The answer must be a single number: the count of lines in the data below that hold the word "main".

(Saved data entries)
--------------------------------

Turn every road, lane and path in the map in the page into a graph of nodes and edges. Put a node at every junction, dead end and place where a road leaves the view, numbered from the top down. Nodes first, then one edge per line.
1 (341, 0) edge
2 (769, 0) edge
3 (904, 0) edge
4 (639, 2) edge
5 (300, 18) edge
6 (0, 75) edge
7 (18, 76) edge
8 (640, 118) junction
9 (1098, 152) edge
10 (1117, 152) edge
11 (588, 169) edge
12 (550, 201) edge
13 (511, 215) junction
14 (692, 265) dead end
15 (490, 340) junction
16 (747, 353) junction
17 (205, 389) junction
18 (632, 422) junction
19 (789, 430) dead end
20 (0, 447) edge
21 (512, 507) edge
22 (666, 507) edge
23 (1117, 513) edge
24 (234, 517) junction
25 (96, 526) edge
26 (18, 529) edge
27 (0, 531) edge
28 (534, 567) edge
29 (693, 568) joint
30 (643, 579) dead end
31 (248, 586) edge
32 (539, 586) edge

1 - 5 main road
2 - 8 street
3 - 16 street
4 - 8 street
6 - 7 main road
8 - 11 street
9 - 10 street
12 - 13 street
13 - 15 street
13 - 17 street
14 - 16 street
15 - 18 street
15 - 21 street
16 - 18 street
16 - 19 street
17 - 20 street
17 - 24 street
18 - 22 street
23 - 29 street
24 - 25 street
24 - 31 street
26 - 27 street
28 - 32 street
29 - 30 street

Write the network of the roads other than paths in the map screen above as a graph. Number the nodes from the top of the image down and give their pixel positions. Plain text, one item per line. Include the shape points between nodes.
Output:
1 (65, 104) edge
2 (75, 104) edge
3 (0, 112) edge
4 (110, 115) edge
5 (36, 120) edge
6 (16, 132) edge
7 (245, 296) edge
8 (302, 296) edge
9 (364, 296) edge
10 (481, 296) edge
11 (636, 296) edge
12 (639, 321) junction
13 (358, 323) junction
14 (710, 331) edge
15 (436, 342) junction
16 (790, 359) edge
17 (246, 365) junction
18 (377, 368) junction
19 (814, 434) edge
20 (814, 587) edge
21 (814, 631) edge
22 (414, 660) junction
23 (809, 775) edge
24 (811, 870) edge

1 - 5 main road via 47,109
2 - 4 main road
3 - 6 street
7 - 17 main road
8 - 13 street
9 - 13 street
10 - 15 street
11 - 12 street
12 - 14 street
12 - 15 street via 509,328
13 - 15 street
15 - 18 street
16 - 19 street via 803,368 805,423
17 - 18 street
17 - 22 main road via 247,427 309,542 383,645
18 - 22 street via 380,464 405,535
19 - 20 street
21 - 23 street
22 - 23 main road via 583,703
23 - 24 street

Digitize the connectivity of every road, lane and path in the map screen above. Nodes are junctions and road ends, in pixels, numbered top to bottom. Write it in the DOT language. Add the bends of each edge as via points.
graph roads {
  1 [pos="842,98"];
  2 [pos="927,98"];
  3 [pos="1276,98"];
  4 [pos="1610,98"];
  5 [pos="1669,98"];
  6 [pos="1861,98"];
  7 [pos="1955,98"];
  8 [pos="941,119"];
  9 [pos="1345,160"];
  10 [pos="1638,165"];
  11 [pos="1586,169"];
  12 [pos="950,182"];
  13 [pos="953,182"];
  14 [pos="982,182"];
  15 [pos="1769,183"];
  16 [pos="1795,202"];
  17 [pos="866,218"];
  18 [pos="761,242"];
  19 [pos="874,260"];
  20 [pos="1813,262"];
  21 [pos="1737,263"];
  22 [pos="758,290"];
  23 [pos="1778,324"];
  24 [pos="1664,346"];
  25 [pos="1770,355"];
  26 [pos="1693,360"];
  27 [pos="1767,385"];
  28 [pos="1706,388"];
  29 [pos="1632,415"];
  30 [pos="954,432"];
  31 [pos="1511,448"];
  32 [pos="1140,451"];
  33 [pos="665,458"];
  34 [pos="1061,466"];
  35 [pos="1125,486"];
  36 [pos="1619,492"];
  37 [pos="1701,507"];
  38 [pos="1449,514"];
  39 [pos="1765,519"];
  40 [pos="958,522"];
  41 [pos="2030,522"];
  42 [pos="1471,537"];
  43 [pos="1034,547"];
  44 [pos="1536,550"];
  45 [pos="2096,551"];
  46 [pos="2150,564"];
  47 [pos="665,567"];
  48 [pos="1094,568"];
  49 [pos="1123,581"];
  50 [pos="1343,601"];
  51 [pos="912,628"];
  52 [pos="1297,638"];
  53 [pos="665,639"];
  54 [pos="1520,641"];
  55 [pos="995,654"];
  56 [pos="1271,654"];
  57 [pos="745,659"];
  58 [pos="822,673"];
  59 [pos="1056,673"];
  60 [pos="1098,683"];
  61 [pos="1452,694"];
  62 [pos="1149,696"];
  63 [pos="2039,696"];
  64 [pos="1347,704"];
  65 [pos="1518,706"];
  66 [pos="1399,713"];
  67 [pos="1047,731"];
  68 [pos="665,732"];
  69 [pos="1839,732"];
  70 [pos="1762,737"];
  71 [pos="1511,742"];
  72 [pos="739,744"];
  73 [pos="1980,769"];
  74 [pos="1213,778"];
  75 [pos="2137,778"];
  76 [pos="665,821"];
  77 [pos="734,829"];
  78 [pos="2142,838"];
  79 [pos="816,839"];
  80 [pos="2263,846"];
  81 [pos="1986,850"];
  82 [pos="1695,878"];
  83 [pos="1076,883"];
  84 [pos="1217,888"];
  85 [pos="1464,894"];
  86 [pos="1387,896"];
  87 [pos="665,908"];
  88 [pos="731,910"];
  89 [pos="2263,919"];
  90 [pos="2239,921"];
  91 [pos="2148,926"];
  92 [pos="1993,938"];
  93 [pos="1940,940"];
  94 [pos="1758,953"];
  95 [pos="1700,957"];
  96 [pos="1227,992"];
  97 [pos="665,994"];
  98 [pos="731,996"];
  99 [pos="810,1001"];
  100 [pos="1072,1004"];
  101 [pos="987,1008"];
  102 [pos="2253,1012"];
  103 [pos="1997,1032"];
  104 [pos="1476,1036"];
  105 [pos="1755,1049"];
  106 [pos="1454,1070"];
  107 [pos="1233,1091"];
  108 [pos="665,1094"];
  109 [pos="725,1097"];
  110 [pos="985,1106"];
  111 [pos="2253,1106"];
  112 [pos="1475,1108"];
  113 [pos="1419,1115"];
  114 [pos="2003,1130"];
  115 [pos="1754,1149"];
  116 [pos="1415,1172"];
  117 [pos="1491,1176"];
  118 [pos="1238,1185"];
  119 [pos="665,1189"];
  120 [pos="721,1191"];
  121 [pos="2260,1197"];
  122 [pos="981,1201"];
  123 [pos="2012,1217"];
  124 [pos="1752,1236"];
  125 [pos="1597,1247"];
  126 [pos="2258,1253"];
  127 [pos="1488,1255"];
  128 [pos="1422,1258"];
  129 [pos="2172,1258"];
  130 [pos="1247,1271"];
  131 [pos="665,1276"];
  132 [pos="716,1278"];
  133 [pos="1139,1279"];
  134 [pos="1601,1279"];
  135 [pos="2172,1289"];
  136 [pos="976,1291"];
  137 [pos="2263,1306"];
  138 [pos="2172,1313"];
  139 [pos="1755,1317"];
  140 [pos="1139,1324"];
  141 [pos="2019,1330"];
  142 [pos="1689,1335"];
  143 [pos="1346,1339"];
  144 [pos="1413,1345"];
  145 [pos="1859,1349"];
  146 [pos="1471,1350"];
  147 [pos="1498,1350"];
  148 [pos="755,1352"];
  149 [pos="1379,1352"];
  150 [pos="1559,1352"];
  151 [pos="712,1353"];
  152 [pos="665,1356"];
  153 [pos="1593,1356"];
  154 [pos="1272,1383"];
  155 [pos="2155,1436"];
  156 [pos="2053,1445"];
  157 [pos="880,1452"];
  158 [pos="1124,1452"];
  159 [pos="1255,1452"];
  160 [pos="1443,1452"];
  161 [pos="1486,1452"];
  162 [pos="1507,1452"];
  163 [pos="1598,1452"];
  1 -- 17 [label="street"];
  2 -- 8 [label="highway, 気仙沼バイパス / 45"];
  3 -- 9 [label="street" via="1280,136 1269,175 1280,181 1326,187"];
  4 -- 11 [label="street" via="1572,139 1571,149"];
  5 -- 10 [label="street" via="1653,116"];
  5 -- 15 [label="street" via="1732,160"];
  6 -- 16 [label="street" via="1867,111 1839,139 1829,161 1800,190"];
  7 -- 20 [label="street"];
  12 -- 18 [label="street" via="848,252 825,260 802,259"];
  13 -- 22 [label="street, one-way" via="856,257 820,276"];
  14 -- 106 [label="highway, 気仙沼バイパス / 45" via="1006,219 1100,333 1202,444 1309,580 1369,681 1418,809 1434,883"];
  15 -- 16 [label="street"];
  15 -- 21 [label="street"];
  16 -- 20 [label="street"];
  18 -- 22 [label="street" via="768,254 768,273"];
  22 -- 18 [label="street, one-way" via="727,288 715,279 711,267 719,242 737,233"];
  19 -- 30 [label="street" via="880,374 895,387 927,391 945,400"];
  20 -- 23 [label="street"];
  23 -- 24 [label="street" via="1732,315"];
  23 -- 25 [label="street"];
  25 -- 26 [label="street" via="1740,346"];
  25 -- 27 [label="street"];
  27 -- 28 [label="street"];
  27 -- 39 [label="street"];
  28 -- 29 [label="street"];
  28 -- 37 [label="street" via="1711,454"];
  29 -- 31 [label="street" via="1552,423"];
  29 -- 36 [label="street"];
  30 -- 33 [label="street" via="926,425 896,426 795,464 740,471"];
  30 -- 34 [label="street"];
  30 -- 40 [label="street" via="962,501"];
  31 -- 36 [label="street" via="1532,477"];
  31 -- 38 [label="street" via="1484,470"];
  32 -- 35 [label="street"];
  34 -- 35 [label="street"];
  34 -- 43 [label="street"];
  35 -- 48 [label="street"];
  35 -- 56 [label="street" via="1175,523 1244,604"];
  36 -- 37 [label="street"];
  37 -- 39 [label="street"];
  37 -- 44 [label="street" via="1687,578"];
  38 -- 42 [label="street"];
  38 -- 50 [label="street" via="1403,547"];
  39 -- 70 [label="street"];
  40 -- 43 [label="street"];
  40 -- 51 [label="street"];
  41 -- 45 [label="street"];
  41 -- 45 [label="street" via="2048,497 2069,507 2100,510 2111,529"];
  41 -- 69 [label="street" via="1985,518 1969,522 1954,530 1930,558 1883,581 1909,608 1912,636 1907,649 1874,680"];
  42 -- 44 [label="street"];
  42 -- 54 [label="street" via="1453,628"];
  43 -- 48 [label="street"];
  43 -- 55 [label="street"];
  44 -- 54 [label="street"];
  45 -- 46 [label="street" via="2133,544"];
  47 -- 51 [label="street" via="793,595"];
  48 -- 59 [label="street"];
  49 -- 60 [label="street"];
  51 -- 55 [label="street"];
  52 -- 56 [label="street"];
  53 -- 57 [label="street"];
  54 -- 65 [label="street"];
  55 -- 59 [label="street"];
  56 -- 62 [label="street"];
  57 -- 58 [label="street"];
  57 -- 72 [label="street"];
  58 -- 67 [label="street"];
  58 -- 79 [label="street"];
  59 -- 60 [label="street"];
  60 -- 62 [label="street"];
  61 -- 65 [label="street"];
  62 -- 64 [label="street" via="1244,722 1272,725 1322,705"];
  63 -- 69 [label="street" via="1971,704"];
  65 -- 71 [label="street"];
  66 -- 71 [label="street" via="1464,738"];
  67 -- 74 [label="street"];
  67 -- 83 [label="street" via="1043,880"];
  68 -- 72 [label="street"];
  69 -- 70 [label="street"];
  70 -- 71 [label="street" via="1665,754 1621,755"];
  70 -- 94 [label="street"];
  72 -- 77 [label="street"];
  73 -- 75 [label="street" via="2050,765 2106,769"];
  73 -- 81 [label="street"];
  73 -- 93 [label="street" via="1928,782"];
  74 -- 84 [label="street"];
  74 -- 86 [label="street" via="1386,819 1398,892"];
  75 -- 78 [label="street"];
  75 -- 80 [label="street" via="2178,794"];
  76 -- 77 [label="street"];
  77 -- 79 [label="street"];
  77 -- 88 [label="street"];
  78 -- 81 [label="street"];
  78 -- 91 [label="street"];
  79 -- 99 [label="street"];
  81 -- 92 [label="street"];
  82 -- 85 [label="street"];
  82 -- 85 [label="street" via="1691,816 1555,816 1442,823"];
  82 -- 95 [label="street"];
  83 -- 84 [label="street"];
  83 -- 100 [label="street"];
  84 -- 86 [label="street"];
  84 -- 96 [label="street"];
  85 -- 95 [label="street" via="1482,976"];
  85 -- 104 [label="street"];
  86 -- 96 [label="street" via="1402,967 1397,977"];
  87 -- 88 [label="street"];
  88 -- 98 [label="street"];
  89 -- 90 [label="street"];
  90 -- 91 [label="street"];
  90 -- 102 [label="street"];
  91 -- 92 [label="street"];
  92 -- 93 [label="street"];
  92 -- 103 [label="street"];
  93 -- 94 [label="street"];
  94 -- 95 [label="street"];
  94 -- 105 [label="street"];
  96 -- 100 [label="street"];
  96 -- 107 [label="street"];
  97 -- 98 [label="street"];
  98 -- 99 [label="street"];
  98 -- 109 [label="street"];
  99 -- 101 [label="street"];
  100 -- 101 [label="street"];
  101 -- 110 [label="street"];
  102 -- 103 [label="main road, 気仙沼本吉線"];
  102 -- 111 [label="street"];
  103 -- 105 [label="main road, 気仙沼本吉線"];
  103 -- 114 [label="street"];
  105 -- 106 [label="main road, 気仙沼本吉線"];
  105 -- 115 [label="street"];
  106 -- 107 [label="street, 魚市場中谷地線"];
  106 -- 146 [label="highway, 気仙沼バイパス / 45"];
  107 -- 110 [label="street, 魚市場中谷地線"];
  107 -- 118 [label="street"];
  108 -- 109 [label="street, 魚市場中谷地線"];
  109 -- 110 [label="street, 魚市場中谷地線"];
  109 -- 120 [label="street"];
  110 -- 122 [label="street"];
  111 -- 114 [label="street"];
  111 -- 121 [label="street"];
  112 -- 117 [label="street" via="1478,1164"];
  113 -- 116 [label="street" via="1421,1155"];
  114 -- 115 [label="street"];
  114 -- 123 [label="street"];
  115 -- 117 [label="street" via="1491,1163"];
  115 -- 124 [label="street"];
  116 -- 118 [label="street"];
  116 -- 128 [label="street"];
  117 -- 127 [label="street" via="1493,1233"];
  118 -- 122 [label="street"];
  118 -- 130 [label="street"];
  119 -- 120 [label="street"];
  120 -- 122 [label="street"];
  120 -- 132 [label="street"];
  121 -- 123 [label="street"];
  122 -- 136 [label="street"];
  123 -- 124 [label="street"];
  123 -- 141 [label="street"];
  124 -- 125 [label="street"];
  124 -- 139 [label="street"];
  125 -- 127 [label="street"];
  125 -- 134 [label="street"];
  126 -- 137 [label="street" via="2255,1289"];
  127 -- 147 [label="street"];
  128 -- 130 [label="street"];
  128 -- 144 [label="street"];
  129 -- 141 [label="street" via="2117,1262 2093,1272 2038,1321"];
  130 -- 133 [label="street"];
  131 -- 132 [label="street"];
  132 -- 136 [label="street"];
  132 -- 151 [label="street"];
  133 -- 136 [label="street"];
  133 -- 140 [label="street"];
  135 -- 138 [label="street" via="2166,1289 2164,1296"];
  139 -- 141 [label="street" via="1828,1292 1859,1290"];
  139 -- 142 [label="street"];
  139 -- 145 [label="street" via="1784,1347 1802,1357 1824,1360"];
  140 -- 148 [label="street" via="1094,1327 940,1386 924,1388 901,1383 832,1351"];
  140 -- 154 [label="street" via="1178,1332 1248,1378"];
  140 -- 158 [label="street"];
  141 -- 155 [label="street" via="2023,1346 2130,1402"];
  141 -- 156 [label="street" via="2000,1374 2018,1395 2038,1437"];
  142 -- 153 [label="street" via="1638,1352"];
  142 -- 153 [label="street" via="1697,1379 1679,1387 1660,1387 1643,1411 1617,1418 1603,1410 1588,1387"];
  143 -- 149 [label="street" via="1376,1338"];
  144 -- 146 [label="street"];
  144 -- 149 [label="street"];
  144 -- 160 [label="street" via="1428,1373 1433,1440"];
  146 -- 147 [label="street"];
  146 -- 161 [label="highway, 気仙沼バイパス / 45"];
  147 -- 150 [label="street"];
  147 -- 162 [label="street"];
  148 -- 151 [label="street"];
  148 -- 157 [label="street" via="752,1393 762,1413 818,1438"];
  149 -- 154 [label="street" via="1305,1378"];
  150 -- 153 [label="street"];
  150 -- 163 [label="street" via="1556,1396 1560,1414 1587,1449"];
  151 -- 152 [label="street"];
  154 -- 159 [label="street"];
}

--------------------------------

■ Answer section
10